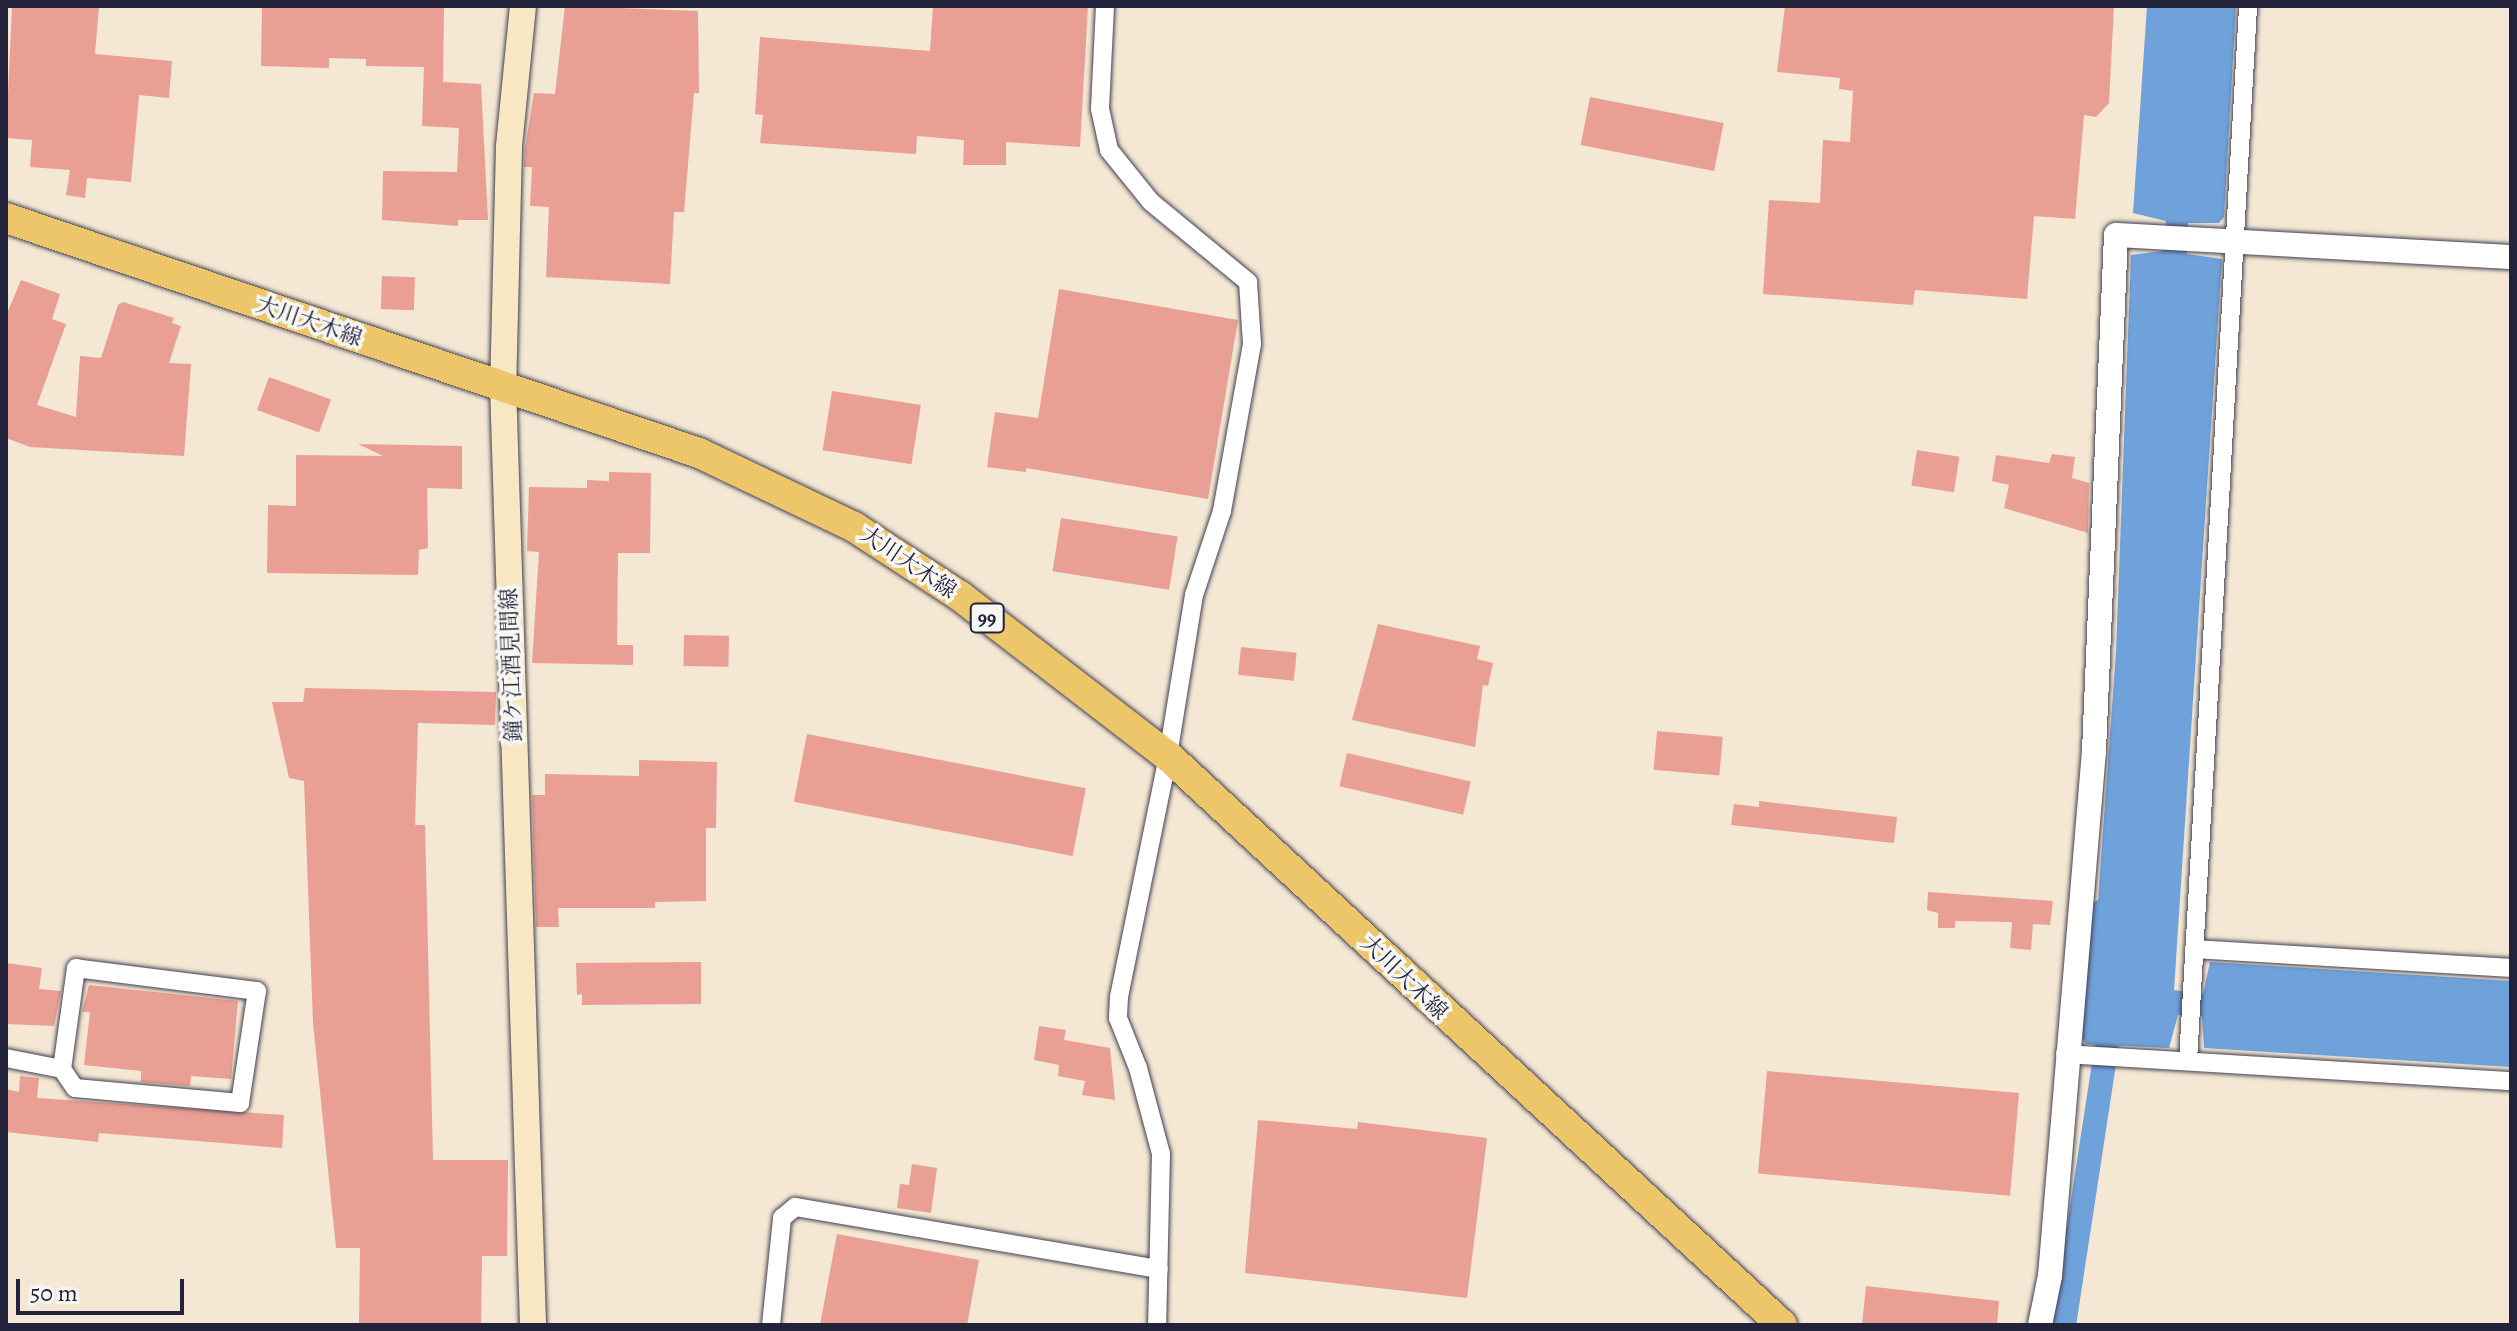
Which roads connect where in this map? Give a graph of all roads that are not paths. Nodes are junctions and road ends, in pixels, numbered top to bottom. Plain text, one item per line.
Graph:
1 (523, 6) edge
2 (1105, 6) edge
3 (2248, 6) edge
4 (6, 218) edge
5 (2226, 241) junction
6 (2511, 257) edge
7 (503, 385) junction
8 (1168, 756) junction
9 (2194, 955) junction
10 (2511, 968) edge
11 (2071, 1054) junction
12 (2189, 1055) junction
13 (6, 1058) edge
14 (62, 1069) junction
15 (2511, 1081) edge
16 (1159, 1269) junction
17 (533, 1325) edge
18 (771, 1325) edge
19 (1157, 1325) edge
20 (1782, 1325) edge
21 (2040, 1325) edge

1 - 7 main road, 鐘ケ江酒見間線
2 - 8 street
3 - 5 street
4 - 7 main road, 大川大木線 / 99
5 - 6 street
5 - 9 street
5 - 11 street
7 - 8 main road, 大川大木線 / 99
7 - 17 main road, 鐘ケ江酒見間線
8 - 16 street
8 - 20 main road, 大川大木線 / 99
9 - 10 street
9 - 12 street
11 - 12 street
11 - 21 street
12 - 15 street
13 - 14 street
14 - 14 street
16 - 18 street
16 - 19 street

EXERCISE:
Give the data again exactly as it appears, but without any images.

SOLUTION TO THIS TASK:
Which roads connect where in this map? Give a graph of all roads that are not paths. Nodes are junctions and road ends, in pixels, numbered top to bottom. Plain text, one item per line.
Graph:
1 (523, 6) edge
2 (1105, 6) edge
3 (2248, 6) edge
4 (6, 218) edge
5 (2226, 241) junction
6 (2511, 257) edge
7 (503, 385) junction
8 (1168, 756) junction
9 (2194, 955) junction
10 (2511, 968) edge
11 (2071, 1054) junction
12 (2189, 1055) junction
13 (6, 1058) edge
14 (62, 1069) junction
15 (2511, 1081) edge
16 (1159, 1269) junction
17 (533, 1325) edge
18 (771, 1325) edge
19 (1157, 1325) edge
20 (1782, 1325) edge
21 (2040, 1325) edge

1 - 7 main road, 鐘ケ江酒見間線
2 - 8 street
3 - 5 street
4 - 7 main road, 大川大木線 / 99
5 - 6 street
5 - 9 street
5 - 11 street
7 - 8 main road, 大川大木線 / 99
7 - 17 main road, 鐘ケ江酒見間線
8 - 16 street
8 - 20 main road, 大川大木線 / 99
9 - 10 street
9 - 12 street
11 - 12 street
11 - 21 street
12 - 15 street
13 - 14 street
14 - 14 street
16 - 18 street
16 - 19 street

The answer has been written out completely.